■ TASK TO COMPLETE: Restate the following data in its entirety, word for word and without images.

■ INPUT:
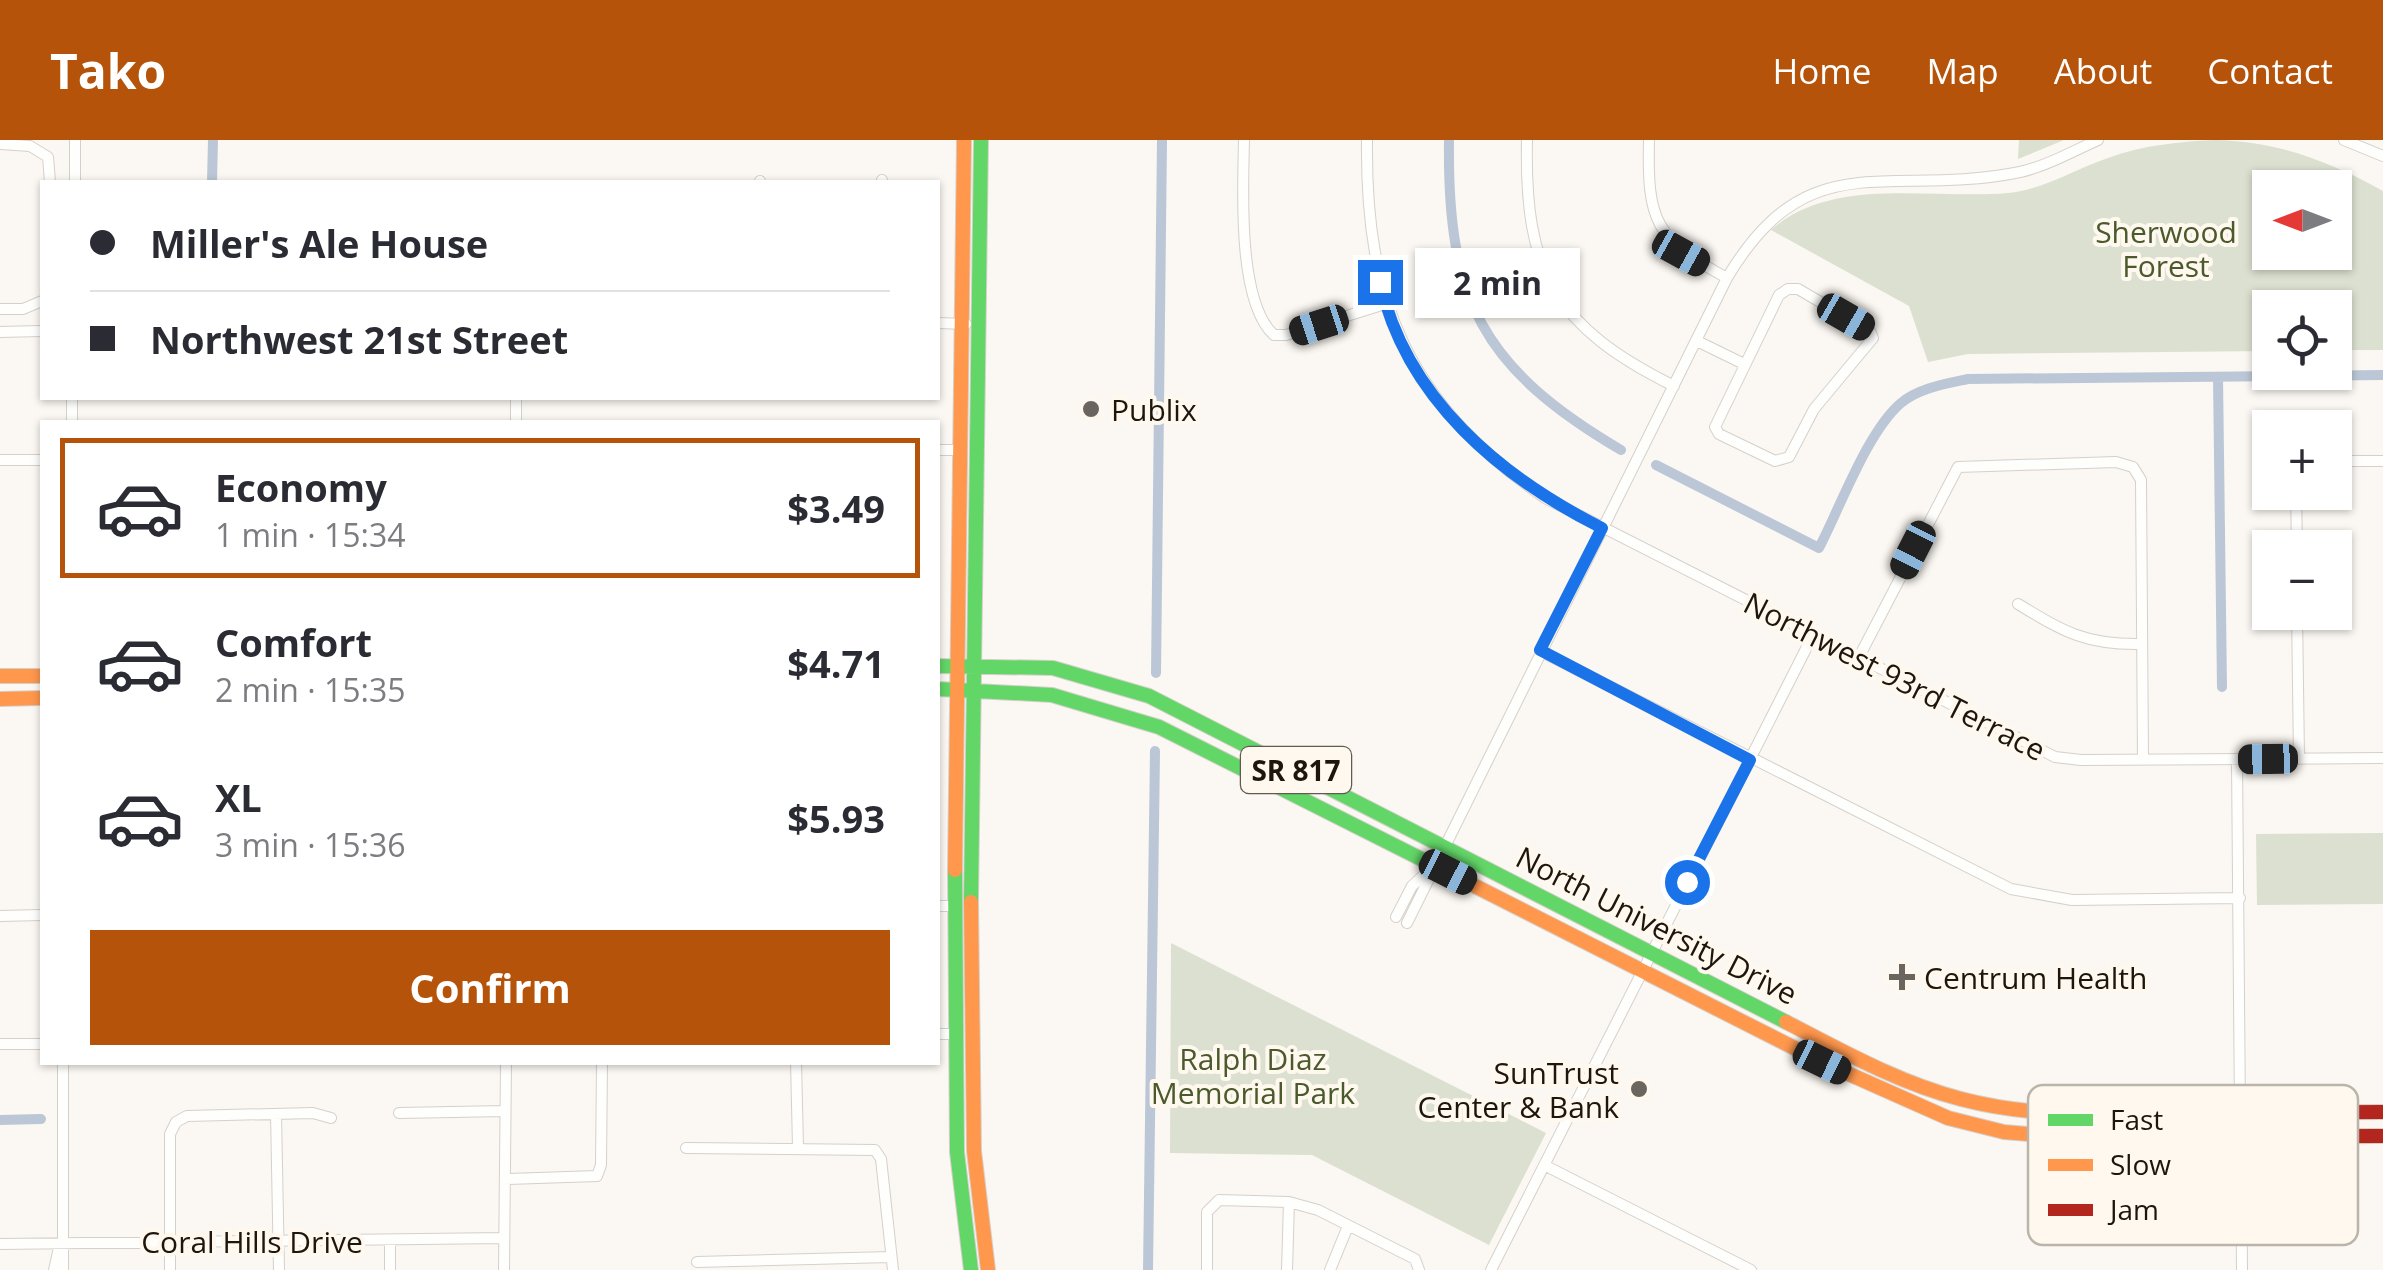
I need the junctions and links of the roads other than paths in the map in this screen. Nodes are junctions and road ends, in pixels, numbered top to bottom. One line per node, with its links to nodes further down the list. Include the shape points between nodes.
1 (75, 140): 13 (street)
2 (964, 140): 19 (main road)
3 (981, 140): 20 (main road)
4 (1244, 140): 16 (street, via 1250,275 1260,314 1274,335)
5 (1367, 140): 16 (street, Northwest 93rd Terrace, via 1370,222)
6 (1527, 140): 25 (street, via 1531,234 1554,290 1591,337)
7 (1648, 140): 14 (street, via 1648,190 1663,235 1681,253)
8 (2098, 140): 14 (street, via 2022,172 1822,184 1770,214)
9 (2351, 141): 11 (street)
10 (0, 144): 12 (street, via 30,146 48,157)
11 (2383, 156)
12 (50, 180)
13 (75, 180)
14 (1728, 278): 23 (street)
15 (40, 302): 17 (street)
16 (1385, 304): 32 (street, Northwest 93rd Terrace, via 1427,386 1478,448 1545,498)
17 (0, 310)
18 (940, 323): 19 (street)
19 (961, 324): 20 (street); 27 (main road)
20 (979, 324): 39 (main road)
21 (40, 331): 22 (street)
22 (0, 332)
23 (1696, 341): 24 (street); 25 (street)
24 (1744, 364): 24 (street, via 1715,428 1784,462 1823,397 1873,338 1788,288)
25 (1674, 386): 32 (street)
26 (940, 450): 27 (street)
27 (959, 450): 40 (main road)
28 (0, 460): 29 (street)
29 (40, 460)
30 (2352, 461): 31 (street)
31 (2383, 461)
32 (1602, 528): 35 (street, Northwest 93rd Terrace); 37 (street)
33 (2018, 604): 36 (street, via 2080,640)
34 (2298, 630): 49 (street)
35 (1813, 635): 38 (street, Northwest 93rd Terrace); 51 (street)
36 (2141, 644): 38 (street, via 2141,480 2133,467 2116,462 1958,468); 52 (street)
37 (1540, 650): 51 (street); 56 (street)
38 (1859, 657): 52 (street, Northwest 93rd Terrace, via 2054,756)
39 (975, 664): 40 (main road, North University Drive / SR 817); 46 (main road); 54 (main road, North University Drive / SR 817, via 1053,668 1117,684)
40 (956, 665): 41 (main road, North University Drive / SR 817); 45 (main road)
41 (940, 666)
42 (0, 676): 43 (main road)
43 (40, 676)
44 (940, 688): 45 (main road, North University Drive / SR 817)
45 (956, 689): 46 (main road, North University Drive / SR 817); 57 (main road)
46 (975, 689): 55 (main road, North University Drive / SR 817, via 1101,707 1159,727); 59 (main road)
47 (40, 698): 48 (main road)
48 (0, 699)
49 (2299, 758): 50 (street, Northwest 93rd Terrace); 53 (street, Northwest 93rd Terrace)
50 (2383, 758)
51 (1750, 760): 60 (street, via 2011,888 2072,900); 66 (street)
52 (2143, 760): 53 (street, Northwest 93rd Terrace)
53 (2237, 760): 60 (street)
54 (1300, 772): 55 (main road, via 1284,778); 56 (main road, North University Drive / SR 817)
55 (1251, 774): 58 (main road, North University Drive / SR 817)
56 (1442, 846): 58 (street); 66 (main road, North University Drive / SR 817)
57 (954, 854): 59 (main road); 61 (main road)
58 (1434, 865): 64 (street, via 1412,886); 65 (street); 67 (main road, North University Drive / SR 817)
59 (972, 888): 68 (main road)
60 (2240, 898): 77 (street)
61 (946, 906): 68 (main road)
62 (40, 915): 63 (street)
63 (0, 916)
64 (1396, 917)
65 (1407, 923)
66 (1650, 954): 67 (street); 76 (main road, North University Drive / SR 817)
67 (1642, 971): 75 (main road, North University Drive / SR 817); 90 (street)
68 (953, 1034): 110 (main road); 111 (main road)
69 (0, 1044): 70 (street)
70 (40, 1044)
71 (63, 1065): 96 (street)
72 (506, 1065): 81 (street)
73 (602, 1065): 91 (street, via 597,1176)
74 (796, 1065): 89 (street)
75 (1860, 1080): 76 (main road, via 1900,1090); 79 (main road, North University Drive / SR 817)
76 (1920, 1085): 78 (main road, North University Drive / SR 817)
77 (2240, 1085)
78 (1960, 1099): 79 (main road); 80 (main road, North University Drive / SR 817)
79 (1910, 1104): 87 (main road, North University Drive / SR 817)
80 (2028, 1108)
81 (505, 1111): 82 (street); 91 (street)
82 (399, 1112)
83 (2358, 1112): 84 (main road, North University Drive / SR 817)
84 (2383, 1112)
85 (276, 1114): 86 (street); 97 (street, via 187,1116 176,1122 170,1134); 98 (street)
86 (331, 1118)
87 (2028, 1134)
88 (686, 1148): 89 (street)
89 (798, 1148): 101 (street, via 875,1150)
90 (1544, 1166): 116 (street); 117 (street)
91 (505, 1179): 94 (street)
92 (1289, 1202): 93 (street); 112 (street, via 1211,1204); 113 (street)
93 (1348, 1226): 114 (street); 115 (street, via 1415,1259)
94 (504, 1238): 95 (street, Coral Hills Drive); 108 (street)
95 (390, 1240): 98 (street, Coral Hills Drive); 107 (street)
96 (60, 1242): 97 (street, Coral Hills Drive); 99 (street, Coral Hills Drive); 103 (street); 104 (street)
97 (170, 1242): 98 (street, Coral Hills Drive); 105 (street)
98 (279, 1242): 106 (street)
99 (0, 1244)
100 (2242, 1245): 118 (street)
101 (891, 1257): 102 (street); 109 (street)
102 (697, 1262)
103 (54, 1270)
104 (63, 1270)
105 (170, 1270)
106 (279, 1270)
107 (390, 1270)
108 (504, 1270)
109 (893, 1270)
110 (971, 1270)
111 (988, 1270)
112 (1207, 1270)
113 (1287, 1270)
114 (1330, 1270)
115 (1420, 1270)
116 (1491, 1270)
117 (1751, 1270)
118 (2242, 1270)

■ SOLVED EXERCISE:
I need the junctions and links of the roads other than paths in the map in this screen. Nodes are junctions and road ends, in pixels, numbered top to bottom. One line per node, with its links to nodes further down the list. Include the shape points between nodes.
1 (75, 140): 13 (street)
2 (964, 140): 19 (main road)
3 (981, 140): 20 (main road)
4 (1244, 140): 16 (street, via 1250,275 1260,314 1274,335)
5 (1367, 140): 16 (street, Northwest 93rd Terrace, via 1370,222)
6 (1527, 140): 25 (street, via 1531,234 1554,290 1591,337)
7 (1648, 140): 14 (street, via 1648,190 1663,235 1681,253)
8 (2098, 140): 14 (street, via 2022,172 1822,184 1770,214)
9 (2351, 141): 11 (street)
10 (0, 144): 12 (street, via 30,146 48,157)
11 (2383, 156)
12 (50, 180)
13 (75, 180)
14 (1728, 278): 23 (street)
15 (40, 302): 17 (street)
16 (1385, 304): 32 (street, Northwest 93rd Terrace, via 1427,386 1478,448 1545,498)
17 (0, 310)
18 (940, 323): 19 (street)
19 (961, 324): 20 (street); 27 (main road)
20 (979, 324): 39 (main road)
21 (40, 331): 22 (street)
22 (0, 332)
23 (1696, 341): 24 (street); 25 (street)
24 (1744, 364): 24 (street, via 1715,428 1784,462 1823,397 1873,338 1788,288)
25 (1674, 386): 32 (street)
26 (940, 450): 27 (street)
27 (959, 450): 40 (main road)
28 (0, 460): 29 (street)
29 (40, 460)
30 (2352, 461): 31 (street)
31 (2383, 461)
32 (1602, 528): 35 (street, Northwest 93rd Terrace); 37 (street)
33 (2018, 604): 36 (street, via 2080,640)
34 (2298, 630): 49 (street)
35 (1813, 635): 38 (street, Northwest 93rd Terrace); 51 (street)
36 (2141, 644): 38 (street, via 2141,480 2133,467 2116,462 1958,468); 52 (street)
37 (1540, 650): 51 (street); 56 (street)
38 (1859, 657): 52 (street, Northwest 93rd Terrace, via 2054,756)
39 (975, 664): 40 (main road, North University Drive / SR 817); 46 (main road); 54 (main road, North University Drive / SR 817, via 1053,668 1117,684)
40 (956, 665): 41 (main road, North University Drive / SR 817); 45 (main road)
41 (940, 666)
42 (0, 676): 43 (main road)
43 (40, 676)
44 (940, 688): 45 (main road, North University Drive / SR 817)
45 (956, 689): 46 (main road, North University Drive / SR 817); 57 (main road)
46 (975, 689): 55 (main road, North University Drive / SR 817, via 1101,707 1159,727); 59 (main road)
47 (40, 698): 48 (main road)
48 (0, 699)
49 (2299, 758): 50 (street, Northwest 93rd Terrace); 53 (street, Northwest 93rd Terrace)
50 (2383, 758)
51 (1750, 760): 60 (street, via 2011,888 2072,900); 66 (street)
52 (2143, 760): 53 (street, Northwest 93rd Terrace)
53 (2237, 760): 60 (street)
54 (1300, 772): 55 (main road, via 1284,778); 56 (main road, North University Drive / SR 817)
55 (1251, 774): 58 (main road, North University Drive / SR 817)
56 (1442, 846): 58 (street); 66 (main road, North University Drive / SR 817)
57 (954, 854): 59 (main road); 61 (main road)
58 (1434, 865): 64 (street, via 1412,886); 65 (street); 67 (main road, North University Drive / SR 817)
59 (972, 888): 68 (main road)
60 (2240, 898): 77 (street)
61 (946, 906): 68 (main road)
62 (40, 915): 63 (street)
63 (0, 916)
64 (1396, 917)
65 (1407, 923)
66 (1650, 954): 67 (street); 76 (main road, North University Drive / SR 817)
67 (1642, 971): 75 (main road, North University Drive / SR 817); 90 (street)
68 (953, 1034): 110 (main road); 111 (main road)
69 (0, 1044): 70 (street)
70 (40, 1044)
71 (63, 1065): 96 (street)
72 (506, 1065): 81 (street)
73 (602, 1065): 91 (street, via 597,1176)
74 (796, 1065): 89 (street)
75 (1860, 1080): 76 (main road, via 1900,1090); 79 (main road, North University Drive / SR 817)
76 (1920, 1085): 78 (main road, North University Drive / SR 817)
77 (2240, 1085)
78 (1960, 1099): 79 (main road); 80 (main road, North University Drive / SR 817)
79 (1910, 1104): 87 (main road, North University Drive / SR 817)
80 (2028, 1108)
81 (505, 1111): 82 (street); 91 (street)
82 (399, 1112)
83 (2358, 1112): 84 (main road, North University Drive / SR 817)
84 (2383, 1112)
85 (276, 1114): 86 (street); 97 (street, via 187,1116 176,1122 170,1134); 98 (street)
86 (331, 1118)
87 (2028, 1134)
88 (686, 1148): 89 (street)
89 (798, 1148): 101 (street, via 875,1150)
90 (1544, 1166): 116 (street); 117 (street)
91 (505, 1179): 94 (street)
92 (1289, 1202): 93 (street); 112 (street, via 1211,1204); 113 (street)
93 (1348, 1226): 114 (street); 115 (street, via 1415,1259)
94 (504, 1238): 95 (street, Coral Hills Drive); 108 (street)
95 (390, 1240): 98 (street, Coral Hills Drive); 107 (street)
96 (60, 1242): 97 (street, Coral Hills Drive); 99 (street, Coral Hills Drive); 103 (street); 104 (street)
97 (170, 1242): 98 (street, Coral Hills Drive); 105 (street)
98 (279, 1242): 106 (street)
99 (0, 1244)
100 (2242, 1245): 118 (street)
101 (891, 1257): 102 (street); 109 (street)
102 (697, 1262)
103 (54, 1270)
104 (63, 1270)
105 (170, 1270)
106 (279, 1270)
107 (390, 1270)
108 (504, 1270)
109 (893, 1270)
110 (971, 1270)
111 (988, 1270)
112 (1207, 1270)
113 (1287, 1270)
114 (1330, 1270)
115 (1420, 1270)
116 (1491, 1270)
117 (1751, 1270)
118 (2242, 1270)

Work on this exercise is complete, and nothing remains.